==== Supplied records

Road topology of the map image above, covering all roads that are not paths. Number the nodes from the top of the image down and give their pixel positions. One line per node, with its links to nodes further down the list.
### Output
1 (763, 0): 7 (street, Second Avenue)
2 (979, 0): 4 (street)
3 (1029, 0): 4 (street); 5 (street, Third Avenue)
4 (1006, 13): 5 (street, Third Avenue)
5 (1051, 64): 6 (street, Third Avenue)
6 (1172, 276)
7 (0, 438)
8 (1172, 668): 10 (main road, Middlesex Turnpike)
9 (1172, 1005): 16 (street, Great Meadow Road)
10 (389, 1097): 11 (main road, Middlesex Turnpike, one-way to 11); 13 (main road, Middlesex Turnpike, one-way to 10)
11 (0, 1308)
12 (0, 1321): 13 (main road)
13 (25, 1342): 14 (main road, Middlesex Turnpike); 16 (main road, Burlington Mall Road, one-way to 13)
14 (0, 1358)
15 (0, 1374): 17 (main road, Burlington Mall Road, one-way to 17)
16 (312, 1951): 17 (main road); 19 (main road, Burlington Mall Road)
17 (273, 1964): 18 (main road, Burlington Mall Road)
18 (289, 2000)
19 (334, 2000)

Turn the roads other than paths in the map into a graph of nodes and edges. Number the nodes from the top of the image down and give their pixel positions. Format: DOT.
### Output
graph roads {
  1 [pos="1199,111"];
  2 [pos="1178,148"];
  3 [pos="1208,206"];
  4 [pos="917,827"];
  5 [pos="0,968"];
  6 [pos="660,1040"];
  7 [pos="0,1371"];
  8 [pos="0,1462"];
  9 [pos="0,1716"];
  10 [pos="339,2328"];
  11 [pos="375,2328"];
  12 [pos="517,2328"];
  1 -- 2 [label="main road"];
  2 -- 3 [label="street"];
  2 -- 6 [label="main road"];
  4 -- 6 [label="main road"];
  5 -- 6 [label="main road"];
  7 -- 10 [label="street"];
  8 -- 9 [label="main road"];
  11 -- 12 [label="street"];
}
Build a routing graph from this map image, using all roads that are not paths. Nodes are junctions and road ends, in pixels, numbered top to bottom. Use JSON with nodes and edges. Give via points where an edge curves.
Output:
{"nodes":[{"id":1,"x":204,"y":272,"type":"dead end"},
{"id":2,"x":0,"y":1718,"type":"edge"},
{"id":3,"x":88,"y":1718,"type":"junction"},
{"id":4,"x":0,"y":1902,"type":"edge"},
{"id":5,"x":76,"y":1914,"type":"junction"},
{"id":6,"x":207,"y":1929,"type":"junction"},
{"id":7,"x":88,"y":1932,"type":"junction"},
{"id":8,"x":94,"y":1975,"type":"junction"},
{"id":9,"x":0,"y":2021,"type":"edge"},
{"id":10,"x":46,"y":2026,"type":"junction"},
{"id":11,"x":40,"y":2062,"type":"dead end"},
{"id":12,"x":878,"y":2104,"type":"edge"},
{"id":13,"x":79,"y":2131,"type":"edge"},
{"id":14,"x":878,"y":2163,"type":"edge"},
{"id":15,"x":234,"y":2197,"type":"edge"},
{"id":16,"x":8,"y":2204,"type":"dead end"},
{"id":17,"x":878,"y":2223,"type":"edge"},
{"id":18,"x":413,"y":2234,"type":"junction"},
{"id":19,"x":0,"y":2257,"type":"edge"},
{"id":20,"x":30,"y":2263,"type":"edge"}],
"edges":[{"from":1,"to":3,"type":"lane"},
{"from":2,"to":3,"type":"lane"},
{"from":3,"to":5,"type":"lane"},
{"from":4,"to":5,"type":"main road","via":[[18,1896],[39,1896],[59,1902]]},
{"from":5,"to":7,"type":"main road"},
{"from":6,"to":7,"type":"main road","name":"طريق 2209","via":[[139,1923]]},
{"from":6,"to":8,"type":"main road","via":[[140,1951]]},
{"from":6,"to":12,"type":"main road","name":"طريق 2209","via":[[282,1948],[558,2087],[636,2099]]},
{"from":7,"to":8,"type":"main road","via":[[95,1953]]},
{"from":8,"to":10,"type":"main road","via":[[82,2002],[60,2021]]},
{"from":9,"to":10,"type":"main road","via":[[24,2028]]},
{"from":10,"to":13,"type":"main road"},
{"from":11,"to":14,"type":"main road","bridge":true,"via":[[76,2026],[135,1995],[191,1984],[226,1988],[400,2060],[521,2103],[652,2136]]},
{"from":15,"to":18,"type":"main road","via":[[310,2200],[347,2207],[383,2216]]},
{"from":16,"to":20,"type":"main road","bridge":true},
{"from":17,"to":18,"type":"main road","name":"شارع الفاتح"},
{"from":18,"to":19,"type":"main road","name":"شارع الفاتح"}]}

========

What to do :: Would you repeat all of the entries exactly?

Response box ::
Road topology of the map image above, covering all roads that are not paths. Number the nodes from the top of the image down and give their pixel positions. One line per node, with its links to nodes further down the list.
### Output
1 (763, 0): 7 (street, Second Avenue)
2 (979, 0): 4 (street)
3 (1029, 0): 4 (street); 5 (street, Third Avenue)
4 (1006, 13): 5 (street, Third Avenue)
5 (1051, 64): 6 (street, Third Avenue)
6 (1172, 276)
7 (0, 438)
8 (1172, 668): 10 (main road, Middlesex Turnpike)
9 (1172, 1005): 16 (street, Great Meadow Road)
10 (389, 1097): 11 (main road, Middlesex Turnpike, one-way to 11); 13 (main road, Middlesex Turnpike, one-way to 10)
11 (0, 1308)
12 (0, 1321): 13 (main road)
13 (25, 1342): 14 (main road, Middlesex Turnpike); 16 (main road, Burlington Mall Road, one-way to 13)
14 (0, 1358)
15 (0, 1374): 17 (main road, Burlington Mall Road, one-way to 17)
16 (312, 1951): 17 (main road); 19 (main road, Burlington Mall Road)
17 (273, 1964): 18 (main road, Burlington Mall Road)
18 (289, 2000)
19 (334, 2000)

Turn the roads other than paths in the map into a graph of nodes and edges. Number the nodes from the top of the image down and give their pixel positions. Format: DOT.
### Output
graph roads {
  1 [pos="1199,111"];
  2 [pos="1178,148"];
  3 [pos="1208,206"];
  4 [pos="917,827"];
  5 [pos="0,968"];
  6 [pos="660,1040"];
  7 [pos="0,1371"];
  8 [pos="0,1462"];
  9 [pos="0,1716"];
  10 [pos="339,2328"];
  11 [pos="375,2328"];
  12 [pos="517,2328"];
  1 -- 2 [label="main road"];
  2 -- 3 [label="street"];
  2 -- 6 [label="main road"];
  4 -- 6 [label="main road"];
  5 -- 6 [label="main road"];
  7 -- 10 [label="street"];
  8 -- 9 [label="main road"];
  11 -- 12 [label="street"];
}
Build a routing graph from this map image, using all roads that are not paths. Nodes are junctions and road ends, in pixels, numbered top to bottom. Use JSON with nodes and edges. Give via points where an edge curves.
Output:
{"nodes":[{"id":1,"x":204,"y":272,"type":"dead end"},
{"id":2,"x":0,"y":1718,"type":"edge"},
{"id":3,"x":88,"y":1718,"type":"junction"},
{"id":4,"x":0,"y":1902,"type":"edge"},
{"id":5,"x":76,"y":1914,"type":"junction"},
{"id":6,"x":207,"y":1929,"type":"junction"},
{"id":7,"x":88,"y":1932,"type":"junction"},
{"id":8,"x":94,"y":1975,"type":"junction"},
{"id":9,"x":0,"y":2021,"type":"edge"},
{"id":10,"x":46,"y":2026,"type":"junction"},
{"id":11,"x":40,"y":2062,"type":"dead end"},
{"id":12,"x":878,"y":2104,"type":"edge"},
{"id":13,"x":79,"y":2131,"type":"edge"},
{"id":14,"x":878,"y":2163,"type":"edge"},
{"id":15,"x":234,"y":2197,"type":"edge"},
{"id":16,"x":8,"y":2204,"type":"dead end"},
{"id":17,"x":878,"y":2223,"type":"edge"},
{"id":18,"x":413,"y":2234,"type":"junction"},
{"id":19,"x":0,"y":2257,"type":"edge"},
{"id":20,"x":30,"y":2263,"type":"edge"}],
"edges":[{"from":1,"to":3,"type":"lane"},
{"from":2,"to":3,"type":"lane"},
{"from":3,"to":5,"type":"lane"},
{"from":4,"to":5,"type":"main road","via":[[18,1896],[39,1896],[59,1902]]},
{"from":5,"to":7,"type":"main road"},
{"from":6,"to":7,"type":"main road","name":"طريق 2209","via":[[139,1923]]},
{"from":6,"to":8,"type":"main road","via":[[140,1951]]},
{"from":6,"to":12,"type":"main road","name":"طريق 2209","via":[[282,1948],[558,2087],[636,2099]]},
{"from":7,"to":8,"type":"main road","via":[[95,1953]]},
{"from":8,"to":10,"type":"main road","via":[[82,2002],[60,2021]]},
{"from":9,"to":10,"type":"main road","via":[[24,2028]]},
{"from":10,"to":13,"type":"main road"},
{"from":11,"to":14,"type":"main road","bridge":true,"via":[[76,2026],[135,1995],[191,1984],[226,1988],[400,2060],[521,2103],[652,2136]]},
{"from":15,"to":18,"type":"main road","via":[[310,2200],[347,2207],[383,2216]]},
{"from":16,"to":20,"type":"main road","bridge":true},
{"from":17,"to":18,"type":"main road","name":"شارع الفاتح"},
{"from":18,"to":19,"type":"main road","name":"شارع الفاتح"}]}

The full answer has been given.